May 22, 2009
A NY Times blogger wonders if it’s better to be a single mother or a married mother. Gosh, it could be either really, in fact married moms often wish they were single moms. Yeah! It’s true. A whopping 22% of married moms, in some poll in some magazine from a few years ago (no, really), said it might be easier to not have a spouse.
As evidence that single motherhood is so, like, whatever these days, the author writes “Now films about unwed teen moms win Academy Awards, (”Juno”) and unwed 20-something moms hit big at the box office (”Knocked Up”) and write blogs andbooks (”Storked” and “Rattled”, both by Christine Coppa), and the vice-president doesn’t say a word when teen pregnancy looks ever-so-romantic on TV (”The Secret Life of An American Teenager”; “90210″).”
I mean, a blog and a book? That’s a trend! And Joe Biden is too busy panicking the nation over swine flu to comment on 90210? Then obviously he approves!
In the comment section, people make genius observations like “I happen to be one of those who believe that single moms is a hell of a better option than no parent at all.” Um, awesome. The option was single parent or not single parent. Not, actually, single parent or no parent. Another commenter writes about a single parent being better than an alcoholic parent. Again, terrific, but I’m pretty sure single people can be alcoholics too.

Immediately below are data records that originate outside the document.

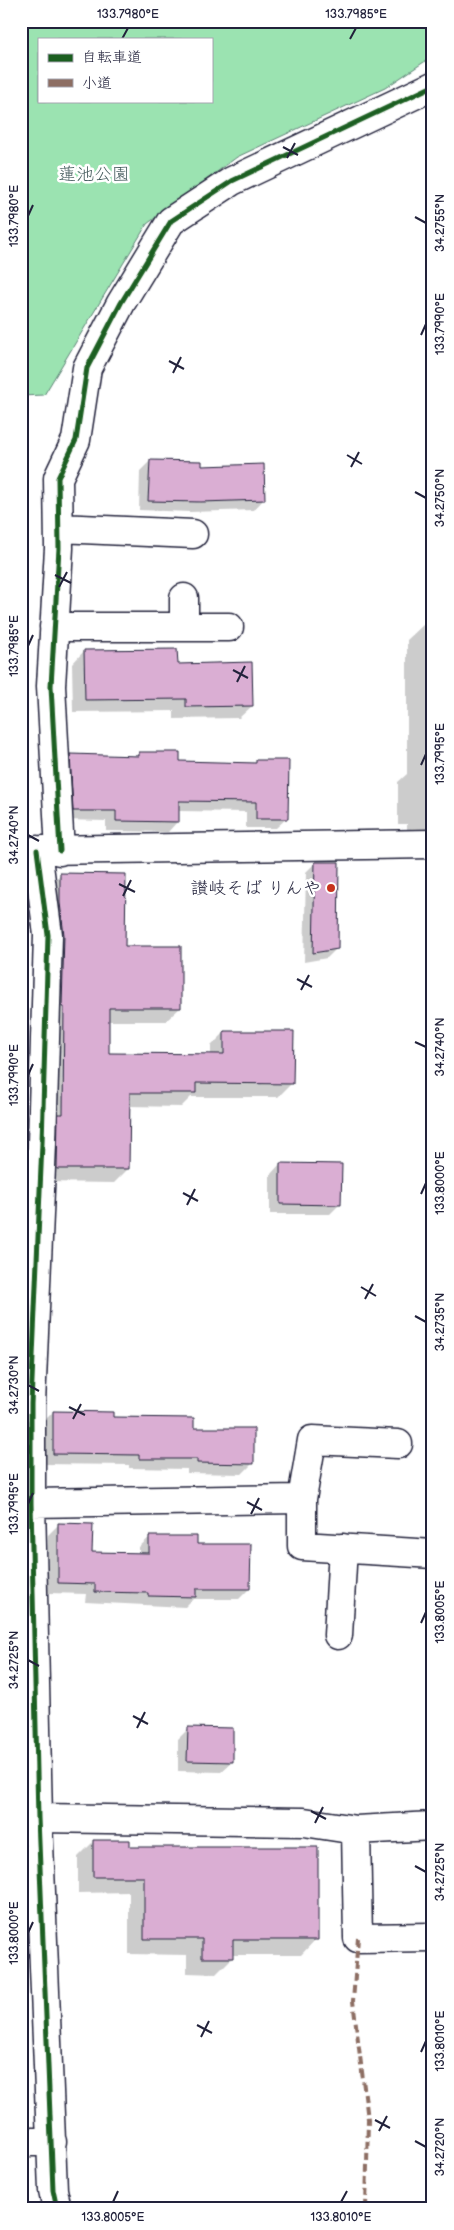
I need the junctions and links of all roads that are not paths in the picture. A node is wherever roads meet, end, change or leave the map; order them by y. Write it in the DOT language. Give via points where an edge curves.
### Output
graph roads {
  1 [pos="433,86"];
  2 [pos="59,528"];
  3 [pos="193,534"];
  4 [pos="184,598"];
  5 [pos="54,627"];
  6 [pos="184,627"];
  7 [pos="229,627"];
  8 [pos="433,844"];
  9 [pos="40,850"];
  10 [pos="398,1444"];
  11 [pos="302,1499"];
  12 [pos="31,1503"];
  13 [pos="343,1548"];
  14 [pos="433,1554"];
  15 [pos="338,1635"];
  16 [pos="33,1806"];
  17 [pos="433,1826"];
  18 [pos="356,1830"];
  19 [pos="433,1937"];
  20 [pos="21,2142"];
  21 [pos="52,2142"];
  22 [pos="57,2209"];
  1 -- 2 [label="street" via="232,182 171,221 121,302 87,368 76,440 58,478"];
  2 -- 3 [label="street"];
  2 -- 5 [label="street"];
  4 -- 6 [label="street"];
  5 -- 6 [label="street"];
  5 -- 9 [label="street"];
  6 -- 7 [label="street"];
  8 -- 9 [label="street"];
  9 -- 12 [label="street" via="48,935 31,1404"];
  10 -- 11 [label="street" via="312,1440"];
  11 -- 12 [label="street"];
  11 -- 13 [label="street" via="302,1546"];
  12 -- 16 [label="street"];
  13 -- 14 [label="street"];
  13 -- 15 [label="street"];
  16 -- 18 [label="street" via="304,1822"];
  16 -- 21 [label="street"];
  17 -- 18 [label="street"];
  18 -- 19 [label="street" via="358,1938"];
  20 -- 21 [label="street"];
  21 -- 22 [label="street" via="53,2190"];
}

What’s alarming is the seriousness with which the writer asks this completely ridiculous question, truly wondering if it might be better to just have one parent instead of two (assuming, again, that every parent involved in functional). There are, to be sure, many a terrific single parent. But the idea that that can be the preferred option is quite a new one, propagated by very silly people like the writer of that post.